SCOTS hotelier Stephen Leckie has revealed plans by his company to make a big move into the world of gin distilling.

Mr Leckie, whose family have run Crieff Hydro for five generations, is investing £250,000 to establish a gin distillery and gin school at its Peebles Hydro property in the Borders.

The distillery, which will be housed in the hotel’s tennis court pavilion, is forecast to produce 18,000 bottles a year when it is up and running. The hotel already brews beer at the pavilion.

Mr Leckie said the spirit, which has the working title Peebles

Pavilion Gin, will be supplied to hotels in the Crieff group and made available for retail sale.

Visitors to the hotel will also be able to make their own version of the gin, using botanicals grown in the Peebles Hydro garden.

Mr Leckie, who also aims to make a Peebles tonic at the hotel, said the company has ordered a copper still (picked to give the gin it makes a sweet flavour) from a manufacturer in Germany. It will take six months to arrive, which he said reflects the high demand for stills from the growing craft spirits industry.

The distillery project builds on the popularity of the hotel’s Gin Palace, located in the main bar area, which stocks more than

100 gins.

Mr Leckie said: “The company consumes about 1,000 bottles of pouring brand premium gin a year, so we will be supplying gin to our own hotels and selling it to retail. And there will be 24 mini, micro gin stills around the site of the old bistro, which we closed. It is still there and suited us perfectly.”

He added: “There is no hotel in Britain, that I know of, let alone the world that makes its own gin. No hotel company makes its own gin, and no hotel company makes its own gin with its own water.

“With gin, it is all about the story, and we have got that. It is another reason to visit Peebles Hydro, which is now, after five years of ownership, booming for us.

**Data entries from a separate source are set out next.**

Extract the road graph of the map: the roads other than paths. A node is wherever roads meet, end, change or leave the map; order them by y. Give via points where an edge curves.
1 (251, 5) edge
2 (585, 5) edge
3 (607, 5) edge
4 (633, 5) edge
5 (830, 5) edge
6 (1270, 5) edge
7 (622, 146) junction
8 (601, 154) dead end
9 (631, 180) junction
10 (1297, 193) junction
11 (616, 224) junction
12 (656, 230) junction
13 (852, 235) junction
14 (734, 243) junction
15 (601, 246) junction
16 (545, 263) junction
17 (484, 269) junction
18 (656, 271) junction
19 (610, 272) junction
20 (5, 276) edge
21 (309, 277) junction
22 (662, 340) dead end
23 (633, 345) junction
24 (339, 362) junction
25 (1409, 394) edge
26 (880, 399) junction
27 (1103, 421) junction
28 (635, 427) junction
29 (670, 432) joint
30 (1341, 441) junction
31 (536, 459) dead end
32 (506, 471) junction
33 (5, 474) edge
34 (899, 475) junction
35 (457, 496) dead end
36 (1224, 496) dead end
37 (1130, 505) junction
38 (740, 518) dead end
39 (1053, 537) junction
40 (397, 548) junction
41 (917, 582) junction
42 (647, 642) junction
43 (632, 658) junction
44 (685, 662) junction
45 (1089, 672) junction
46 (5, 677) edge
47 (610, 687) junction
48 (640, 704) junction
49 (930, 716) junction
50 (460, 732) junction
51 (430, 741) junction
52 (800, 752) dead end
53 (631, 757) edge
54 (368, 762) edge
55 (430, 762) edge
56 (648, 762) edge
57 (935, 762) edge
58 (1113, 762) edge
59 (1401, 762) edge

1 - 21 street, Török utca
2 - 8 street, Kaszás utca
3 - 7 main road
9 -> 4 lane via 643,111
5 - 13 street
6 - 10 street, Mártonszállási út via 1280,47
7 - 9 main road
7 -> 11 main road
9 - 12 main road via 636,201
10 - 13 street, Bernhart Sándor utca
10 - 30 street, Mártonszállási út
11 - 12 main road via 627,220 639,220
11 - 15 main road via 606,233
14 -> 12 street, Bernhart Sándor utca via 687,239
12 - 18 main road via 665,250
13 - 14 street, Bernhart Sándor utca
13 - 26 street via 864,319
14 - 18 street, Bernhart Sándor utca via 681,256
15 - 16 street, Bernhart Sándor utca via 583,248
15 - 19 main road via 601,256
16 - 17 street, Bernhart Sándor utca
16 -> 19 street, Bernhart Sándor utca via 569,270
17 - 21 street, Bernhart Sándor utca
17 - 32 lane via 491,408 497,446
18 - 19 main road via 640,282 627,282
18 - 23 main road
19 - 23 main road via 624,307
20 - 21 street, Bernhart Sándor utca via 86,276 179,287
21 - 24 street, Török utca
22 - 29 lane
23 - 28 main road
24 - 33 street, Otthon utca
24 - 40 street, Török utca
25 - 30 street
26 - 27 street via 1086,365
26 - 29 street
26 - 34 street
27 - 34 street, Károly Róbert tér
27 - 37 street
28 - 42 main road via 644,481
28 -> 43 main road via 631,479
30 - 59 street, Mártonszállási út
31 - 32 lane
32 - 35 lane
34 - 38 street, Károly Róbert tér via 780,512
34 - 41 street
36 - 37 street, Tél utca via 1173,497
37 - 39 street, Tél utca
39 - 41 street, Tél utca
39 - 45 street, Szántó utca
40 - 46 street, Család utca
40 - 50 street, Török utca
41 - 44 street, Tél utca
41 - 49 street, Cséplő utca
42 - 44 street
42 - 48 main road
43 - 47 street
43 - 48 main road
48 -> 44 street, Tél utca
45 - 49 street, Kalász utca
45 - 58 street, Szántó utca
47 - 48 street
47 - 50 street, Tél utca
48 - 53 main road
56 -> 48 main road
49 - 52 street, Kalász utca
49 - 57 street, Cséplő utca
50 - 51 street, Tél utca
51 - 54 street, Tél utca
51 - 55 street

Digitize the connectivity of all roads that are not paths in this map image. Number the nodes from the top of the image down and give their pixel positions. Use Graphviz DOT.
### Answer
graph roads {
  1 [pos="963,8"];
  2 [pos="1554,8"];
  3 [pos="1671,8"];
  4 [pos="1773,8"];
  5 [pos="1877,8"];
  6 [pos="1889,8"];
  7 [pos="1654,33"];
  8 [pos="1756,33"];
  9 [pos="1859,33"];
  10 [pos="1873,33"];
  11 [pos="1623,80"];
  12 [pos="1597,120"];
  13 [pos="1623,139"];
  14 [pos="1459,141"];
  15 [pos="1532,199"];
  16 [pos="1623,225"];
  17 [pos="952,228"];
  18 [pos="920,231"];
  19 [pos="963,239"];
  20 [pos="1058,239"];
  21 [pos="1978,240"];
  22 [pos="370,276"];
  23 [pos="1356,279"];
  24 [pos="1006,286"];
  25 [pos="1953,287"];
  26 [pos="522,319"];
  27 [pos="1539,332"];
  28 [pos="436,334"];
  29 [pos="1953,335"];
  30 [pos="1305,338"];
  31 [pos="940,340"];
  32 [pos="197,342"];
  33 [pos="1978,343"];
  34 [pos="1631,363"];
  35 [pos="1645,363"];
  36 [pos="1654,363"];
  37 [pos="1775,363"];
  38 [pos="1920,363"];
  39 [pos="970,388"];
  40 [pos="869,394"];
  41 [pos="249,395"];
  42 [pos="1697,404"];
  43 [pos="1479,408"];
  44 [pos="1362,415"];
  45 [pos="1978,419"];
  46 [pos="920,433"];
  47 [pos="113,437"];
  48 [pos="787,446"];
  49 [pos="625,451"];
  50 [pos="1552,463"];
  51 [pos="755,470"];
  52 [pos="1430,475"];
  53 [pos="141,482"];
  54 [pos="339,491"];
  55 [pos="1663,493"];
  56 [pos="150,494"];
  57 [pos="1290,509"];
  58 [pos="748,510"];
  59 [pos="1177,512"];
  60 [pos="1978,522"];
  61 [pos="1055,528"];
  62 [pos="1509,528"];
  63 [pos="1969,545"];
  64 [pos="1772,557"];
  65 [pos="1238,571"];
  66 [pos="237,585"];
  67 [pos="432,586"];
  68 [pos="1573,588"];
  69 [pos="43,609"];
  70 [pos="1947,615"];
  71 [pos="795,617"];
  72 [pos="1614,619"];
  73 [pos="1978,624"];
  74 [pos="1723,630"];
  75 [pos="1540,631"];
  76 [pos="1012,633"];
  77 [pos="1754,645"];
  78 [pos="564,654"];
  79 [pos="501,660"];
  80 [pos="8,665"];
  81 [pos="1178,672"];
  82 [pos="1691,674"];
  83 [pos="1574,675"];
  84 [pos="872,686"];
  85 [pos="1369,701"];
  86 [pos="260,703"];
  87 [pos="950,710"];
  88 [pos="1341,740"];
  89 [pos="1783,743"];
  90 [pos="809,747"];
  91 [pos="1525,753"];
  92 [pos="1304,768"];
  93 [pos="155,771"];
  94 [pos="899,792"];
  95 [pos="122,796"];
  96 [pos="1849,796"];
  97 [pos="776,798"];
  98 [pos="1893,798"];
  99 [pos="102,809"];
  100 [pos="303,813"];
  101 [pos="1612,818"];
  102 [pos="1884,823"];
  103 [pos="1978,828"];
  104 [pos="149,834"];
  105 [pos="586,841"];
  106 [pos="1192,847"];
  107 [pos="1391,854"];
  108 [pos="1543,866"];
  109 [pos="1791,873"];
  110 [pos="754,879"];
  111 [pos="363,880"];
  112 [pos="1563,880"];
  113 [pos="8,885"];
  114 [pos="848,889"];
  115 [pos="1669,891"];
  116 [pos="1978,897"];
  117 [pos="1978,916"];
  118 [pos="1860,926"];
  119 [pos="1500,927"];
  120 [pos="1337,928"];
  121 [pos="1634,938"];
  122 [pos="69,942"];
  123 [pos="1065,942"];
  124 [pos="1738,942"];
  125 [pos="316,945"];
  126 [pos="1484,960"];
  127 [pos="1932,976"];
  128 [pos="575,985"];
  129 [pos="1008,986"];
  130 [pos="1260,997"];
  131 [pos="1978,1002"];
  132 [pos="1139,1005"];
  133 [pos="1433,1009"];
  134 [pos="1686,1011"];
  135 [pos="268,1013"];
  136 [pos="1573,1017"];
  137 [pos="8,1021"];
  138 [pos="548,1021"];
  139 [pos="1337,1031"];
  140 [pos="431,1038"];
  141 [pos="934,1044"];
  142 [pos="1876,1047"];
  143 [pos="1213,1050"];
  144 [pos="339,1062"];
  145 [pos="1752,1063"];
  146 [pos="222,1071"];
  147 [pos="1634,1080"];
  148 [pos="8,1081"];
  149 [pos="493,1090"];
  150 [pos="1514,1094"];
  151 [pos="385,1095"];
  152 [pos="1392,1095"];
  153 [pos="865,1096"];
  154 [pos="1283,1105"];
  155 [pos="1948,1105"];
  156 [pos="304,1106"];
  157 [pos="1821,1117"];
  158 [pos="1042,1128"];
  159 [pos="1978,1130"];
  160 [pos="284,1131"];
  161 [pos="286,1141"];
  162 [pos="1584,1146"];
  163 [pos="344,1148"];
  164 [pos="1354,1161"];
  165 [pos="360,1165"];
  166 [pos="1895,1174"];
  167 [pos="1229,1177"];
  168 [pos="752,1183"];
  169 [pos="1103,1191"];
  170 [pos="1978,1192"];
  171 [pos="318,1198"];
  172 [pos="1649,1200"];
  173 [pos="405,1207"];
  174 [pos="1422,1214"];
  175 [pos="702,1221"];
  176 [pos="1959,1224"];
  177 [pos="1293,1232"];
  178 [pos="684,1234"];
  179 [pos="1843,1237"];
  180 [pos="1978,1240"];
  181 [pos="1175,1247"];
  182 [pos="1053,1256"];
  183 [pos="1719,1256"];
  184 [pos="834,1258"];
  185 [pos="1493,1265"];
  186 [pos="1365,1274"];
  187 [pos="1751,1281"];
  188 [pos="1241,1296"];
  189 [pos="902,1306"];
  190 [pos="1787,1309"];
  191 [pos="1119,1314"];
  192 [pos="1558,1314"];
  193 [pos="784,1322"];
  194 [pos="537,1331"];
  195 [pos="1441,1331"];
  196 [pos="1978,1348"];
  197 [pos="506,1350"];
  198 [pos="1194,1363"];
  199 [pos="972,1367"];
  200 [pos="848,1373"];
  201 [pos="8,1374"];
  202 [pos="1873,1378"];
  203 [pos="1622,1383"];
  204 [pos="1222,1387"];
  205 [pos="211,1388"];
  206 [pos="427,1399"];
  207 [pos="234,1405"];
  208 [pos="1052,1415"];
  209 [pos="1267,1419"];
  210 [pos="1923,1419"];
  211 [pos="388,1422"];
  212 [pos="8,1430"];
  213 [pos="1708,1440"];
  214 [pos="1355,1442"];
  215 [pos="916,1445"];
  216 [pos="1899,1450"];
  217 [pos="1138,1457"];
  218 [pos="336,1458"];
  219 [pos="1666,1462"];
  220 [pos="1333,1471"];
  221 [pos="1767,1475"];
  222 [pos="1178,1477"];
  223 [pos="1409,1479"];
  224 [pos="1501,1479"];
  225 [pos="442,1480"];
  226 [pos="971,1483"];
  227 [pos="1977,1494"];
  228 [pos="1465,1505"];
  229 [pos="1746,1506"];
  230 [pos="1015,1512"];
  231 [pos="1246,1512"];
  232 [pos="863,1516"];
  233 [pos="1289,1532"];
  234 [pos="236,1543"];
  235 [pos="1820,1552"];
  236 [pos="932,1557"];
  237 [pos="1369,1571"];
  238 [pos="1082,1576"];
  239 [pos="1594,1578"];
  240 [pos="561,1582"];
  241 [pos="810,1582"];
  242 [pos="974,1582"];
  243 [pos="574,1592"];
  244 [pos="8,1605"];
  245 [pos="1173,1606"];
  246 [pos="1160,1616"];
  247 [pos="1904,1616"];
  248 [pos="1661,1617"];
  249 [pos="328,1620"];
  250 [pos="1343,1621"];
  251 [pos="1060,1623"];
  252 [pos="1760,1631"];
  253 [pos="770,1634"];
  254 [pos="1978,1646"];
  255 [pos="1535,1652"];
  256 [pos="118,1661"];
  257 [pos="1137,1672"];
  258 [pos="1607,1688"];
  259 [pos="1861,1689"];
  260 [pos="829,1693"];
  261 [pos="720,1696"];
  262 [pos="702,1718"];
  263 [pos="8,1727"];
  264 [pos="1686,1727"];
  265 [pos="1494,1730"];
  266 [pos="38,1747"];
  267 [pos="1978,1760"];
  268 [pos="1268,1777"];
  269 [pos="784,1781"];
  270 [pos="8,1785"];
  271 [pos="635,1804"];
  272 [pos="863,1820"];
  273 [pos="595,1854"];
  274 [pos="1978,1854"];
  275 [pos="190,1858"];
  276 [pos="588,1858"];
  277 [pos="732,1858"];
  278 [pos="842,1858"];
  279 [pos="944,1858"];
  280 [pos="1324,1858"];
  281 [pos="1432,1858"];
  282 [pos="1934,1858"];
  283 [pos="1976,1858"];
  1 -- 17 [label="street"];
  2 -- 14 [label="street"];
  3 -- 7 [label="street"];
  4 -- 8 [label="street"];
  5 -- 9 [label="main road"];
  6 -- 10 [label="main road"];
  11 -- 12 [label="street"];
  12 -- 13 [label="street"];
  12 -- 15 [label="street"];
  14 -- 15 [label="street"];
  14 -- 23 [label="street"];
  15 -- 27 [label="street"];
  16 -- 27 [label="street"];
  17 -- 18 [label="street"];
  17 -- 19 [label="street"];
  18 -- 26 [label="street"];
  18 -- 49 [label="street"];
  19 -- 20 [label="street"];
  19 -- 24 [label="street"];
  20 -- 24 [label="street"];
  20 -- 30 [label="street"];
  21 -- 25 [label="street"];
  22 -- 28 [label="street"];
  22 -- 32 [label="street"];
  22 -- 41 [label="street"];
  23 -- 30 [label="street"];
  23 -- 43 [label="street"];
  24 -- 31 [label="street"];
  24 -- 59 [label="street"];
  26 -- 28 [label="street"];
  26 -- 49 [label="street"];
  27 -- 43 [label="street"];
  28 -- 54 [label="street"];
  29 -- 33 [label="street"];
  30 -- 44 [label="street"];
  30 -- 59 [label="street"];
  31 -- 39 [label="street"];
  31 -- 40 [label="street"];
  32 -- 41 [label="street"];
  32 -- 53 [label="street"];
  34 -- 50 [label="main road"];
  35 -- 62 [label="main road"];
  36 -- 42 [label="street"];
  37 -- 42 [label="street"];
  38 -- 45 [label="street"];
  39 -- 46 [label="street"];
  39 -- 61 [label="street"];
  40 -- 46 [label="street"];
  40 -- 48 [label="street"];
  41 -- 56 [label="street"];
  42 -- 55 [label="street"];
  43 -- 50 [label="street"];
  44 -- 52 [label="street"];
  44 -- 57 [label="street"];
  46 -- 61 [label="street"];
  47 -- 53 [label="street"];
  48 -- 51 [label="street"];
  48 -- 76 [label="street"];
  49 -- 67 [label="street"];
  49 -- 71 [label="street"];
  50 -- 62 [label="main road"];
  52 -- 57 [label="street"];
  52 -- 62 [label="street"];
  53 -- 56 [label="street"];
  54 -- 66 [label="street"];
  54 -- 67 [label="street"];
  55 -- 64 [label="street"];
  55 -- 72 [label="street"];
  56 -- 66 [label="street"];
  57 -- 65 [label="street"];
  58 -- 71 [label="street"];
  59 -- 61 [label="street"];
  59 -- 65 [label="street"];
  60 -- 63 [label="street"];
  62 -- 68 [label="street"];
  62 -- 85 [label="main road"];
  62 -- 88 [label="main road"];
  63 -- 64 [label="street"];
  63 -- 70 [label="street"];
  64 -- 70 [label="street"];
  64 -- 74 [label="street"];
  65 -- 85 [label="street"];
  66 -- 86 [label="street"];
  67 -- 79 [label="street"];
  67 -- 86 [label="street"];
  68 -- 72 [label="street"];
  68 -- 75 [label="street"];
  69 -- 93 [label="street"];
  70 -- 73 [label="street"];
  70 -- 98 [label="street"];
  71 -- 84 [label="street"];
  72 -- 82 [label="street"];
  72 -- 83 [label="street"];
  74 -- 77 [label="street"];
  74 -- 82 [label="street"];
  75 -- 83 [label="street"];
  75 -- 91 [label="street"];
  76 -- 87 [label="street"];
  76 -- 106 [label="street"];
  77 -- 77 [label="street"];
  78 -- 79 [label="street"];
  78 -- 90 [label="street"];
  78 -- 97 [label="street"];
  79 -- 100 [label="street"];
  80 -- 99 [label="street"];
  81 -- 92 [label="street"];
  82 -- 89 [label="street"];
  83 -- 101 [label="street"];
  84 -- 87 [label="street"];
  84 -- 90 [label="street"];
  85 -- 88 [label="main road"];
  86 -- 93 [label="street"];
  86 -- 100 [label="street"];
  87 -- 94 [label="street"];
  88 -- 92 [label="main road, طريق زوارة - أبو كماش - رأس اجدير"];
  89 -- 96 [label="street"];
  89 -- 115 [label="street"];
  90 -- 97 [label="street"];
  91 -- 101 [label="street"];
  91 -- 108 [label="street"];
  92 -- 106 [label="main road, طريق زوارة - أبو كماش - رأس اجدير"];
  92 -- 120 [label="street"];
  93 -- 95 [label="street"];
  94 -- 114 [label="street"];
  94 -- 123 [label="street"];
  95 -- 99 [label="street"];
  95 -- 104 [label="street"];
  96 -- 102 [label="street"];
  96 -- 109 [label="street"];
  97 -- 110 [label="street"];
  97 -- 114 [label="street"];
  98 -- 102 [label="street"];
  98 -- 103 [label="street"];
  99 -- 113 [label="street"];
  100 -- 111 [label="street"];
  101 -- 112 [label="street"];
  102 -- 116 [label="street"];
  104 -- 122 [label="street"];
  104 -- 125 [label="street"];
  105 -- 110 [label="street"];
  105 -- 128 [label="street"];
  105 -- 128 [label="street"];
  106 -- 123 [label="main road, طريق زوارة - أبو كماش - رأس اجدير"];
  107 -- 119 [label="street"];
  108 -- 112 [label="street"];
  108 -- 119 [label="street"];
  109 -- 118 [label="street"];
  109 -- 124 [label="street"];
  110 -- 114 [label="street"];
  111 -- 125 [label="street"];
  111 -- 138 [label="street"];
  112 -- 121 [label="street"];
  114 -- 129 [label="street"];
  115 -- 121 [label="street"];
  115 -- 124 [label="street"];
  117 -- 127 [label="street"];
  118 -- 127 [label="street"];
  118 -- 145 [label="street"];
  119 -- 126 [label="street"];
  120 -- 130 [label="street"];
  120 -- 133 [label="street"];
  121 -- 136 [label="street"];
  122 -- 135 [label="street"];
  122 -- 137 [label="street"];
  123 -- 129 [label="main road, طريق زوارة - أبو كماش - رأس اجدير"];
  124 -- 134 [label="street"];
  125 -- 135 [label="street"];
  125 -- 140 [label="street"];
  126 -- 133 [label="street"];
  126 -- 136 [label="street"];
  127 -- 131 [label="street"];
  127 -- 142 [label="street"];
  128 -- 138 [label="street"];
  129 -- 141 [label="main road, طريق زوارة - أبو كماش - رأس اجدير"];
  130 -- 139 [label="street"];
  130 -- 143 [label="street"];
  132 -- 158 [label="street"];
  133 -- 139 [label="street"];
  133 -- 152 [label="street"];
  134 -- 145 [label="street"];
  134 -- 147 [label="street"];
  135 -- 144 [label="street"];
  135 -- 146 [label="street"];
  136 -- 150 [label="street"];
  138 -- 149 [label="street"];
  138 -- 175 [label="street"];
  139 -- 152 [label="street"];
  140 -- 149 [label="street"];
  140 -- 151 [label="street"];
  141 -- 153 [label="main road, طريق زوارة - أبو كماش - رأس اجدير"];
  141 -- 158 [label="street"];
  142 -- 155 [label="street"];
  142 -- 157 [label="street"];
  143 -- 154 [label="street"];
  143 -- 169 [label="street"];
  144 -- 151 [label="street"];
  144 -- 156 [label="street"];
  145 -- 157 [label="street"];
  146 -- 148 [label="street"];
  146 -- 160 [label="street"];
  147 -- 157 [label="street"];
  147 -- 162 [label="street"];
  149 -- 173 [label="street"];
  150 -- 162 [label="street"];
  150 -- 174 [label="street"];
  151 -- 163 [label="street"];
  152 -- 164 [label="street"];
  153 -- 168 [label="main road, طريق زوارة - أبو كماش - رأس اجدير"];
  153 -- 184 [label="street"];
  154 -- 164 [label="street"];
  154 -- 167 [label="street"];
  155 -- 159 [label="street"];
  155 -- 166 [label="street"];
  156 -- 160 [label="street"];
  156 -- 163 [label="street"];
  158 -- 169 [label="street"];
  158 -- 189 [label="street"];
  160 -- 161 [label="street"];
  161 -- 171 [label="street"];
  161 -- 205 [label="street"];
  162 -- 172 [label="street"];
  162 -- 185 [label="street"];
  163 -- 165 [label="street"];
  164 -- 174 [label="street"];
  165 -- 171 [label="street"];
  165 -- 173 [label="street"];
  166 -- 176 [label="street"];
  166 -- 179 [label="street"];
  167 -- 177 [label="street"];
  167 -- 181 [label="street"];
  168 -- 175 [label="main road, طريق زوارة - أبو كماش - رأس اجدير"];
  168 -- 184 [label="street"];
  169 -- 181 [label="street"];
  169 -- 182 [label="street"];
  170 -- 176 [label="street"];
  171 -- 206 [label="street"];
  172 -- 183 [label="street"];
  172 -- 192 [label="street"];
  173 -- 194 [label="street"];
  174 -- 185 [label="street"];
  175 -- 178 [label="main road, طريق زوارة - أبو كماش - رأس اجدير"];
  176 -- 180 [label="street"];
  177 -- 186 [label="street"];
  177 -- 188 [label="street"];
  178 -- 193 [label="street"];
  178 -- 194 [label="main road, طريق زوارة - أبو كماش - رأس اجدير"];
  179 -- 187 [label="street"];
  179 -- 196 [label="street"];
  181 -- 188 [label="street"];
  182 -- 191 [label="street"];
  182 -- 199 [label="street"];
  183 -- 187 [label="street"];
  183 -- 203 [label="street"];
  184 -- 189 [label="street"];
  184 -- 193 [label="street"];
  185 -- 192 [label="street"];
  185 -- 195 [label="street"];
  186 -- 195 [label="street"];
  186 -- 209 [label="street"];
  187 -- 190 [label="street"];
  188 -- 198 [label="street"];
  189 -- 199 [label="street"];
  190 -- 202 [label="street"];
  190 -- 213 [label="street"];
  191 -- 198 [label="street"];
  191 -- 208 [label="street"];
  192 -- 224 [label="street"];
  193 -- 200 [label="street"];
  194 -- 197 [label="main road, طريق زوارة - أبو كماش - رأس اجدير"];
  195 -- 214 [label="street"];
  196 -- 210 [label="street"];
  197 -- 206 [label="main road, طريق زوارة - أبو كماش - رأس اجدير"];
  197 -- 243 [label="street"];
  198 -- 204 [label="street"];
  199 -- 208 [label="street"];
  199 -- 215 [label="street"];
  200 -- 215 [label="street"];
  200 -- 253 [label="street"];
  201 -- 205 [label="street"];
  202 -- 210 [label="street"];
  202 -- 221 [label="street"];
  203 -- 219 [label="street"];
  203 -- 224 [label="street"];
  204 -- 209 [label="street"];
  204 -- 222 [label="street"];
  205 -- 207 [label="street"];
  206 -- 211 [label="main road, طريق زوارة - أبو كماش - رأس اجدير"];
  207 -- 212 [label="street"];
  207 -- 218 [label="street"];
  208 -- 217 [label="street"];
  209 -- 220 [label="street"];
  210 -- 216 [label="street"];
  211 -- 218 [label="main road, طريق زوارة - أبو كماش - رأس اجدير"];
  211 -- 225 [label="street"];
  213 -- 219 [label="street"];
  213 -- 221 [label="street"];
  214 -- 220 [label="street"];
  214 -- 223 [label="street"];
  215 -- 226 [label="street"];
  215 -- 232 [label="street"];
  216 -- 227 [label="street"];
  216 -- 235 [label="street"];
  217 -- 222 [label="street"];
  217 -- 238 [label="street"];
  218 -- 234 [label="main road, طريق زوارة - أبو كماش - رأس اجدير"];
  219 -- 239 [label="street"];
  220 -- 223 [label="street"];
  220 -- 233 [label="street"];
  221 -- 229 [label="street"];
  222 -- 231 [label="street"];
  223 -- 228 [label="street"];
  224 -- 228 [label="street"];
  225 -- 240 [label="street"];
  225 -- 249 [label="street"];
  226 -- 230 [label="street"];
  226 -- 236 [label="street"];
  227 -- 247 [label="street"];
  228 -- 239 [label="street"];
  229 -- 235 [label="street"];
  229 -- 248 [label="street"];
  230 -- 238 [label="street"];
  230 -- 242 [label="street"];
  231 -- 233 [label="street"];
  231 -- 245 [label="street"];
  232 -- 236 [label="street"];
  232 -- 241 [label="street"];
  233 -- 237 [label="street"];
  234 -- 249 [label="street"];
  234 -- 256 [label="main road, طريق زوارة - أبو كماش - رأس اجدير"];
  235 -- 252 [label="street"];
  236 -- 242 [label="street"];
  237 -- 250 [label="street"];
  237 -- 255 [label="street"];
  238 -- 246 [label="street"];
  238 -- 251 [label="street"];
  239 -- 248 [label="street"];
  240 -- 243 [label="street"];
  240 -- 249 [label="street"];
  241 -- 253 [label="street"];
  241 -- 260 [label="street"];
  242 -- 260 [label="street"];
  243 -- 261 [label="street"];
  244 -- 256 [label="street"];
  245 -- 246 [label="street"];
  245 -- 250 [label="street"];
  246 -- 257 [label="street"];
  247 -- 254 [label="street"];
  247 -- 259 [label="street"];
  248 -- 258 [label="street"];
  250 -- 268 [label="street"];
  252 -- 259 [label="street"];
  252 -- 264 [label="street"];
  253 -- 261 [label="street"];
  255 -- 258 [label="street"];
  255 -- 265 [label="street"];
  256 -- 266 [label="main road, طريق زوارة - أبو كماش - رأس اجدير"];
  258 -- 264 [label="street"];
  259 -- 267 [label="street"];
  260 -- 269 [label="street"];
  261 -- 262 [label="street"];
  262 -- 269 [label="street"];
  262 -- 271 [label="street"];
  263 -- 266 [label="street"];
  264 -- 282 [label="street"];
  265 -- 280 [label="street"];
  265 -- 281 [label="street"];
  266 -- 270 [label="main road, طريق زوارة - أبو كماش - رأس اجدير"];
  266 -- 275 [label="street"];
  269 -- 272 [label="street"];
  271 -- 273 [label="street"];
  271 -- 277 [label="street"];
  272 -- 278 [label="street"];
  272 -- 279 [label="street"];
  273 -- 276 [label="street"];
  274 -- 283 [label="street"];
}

It is just going really well.”

Mr Leckie said the company had appointed a “gin captain” from within its ranks at Peebles, and was now formulating the botanical ingredients and branding for the spirit. The intention is to aim for the premium segment of the market, with plans to produce a range of special bottlings and small batch versions. The still that has been ordered can also be modified to produce other spirits, such as rum, whisky and Tequila.

Mr Leckie added: “Peebles Hydro is a rich part of Scotland’s history. This gin, in 100 years, will be the same.”

The investment means the Crieff Hydro group has invested £6 million since acquiring the Peebles hotel in 2014. Mr Leckie’s company purchased Peebles Hydro and the nearby Park Hotel from McMillan Hotels in a £10m deal.

Since then, the Crieff owner has spent about £750,000 a year on refurbishments and introducing new eating and drinking concepts to the hotel, including a restaurant, picnic shop and cocktail bar – officially called “Not the Cocktail Bar” in a nod to regulars who recall the old cocktail bar.

Mr Leckie said: “Peebles Hydro is like Crieff, it is full of folk who know Peebles Hydro for what it is. [We want] to retain that kind of history.”

Mr Leckie said part of the company’s rationale for investing in hotels beyond its Crieff Hydro, the jewel in the family crown, is because he has been thwarted in his attempts to get a £100m project off the ground in the Perthshire estate.

Perth & Kinross Council has three times denied planning permission for the Hydro East proposals, which span 200 self-catering units, 10,000 square feet of retail space, 100 assisted living homes and a 100-bed care home.

Mr Leckie claimed the council had displayed a “lack of ambition” in not supporting the project, and questioned the authority’s commitment to economic development in the area.

He said: “What’s happened is I’ve picked my ball up and gone home. I’ve gone elsewhere. We are spending millions in Peebles and millions out [in the] west coast, because PKC has no ambition.”

Mr Leckie said, meanwhile, that the owners of the Kingshouse Hotel in the West Highlands, which the Crieff group runs under management contract, is currently being rebuilt in a £10m project.

 The hotel, which the Leckie family has been running for five years, is owned by a Belgian family, who are providing the investment. Noting the new hotel is scheduled to open in February, Mr Leckie said: “For a period of time it will be the newest hotel in Britain – that might be 20 minutes or a few months!”

The Crieff family also owns the Ballachullish Hotel and the Isle of Glencoe Hotel, also in the West Highlands, following their acquisition in August 2016. The company had managed those hotels for several years before the purchase, and has been refurbishing the Isles of Glencoe property.

Mr Leckie said: “By next March, we will have refurbished the Isles of Glencoe Hotel, so we will have two of the nicest hotels along the Glencoe, West Highland Way, North Coast 500 area. Then we will turn our hand to the Ballachullish (Hotel) in a year.”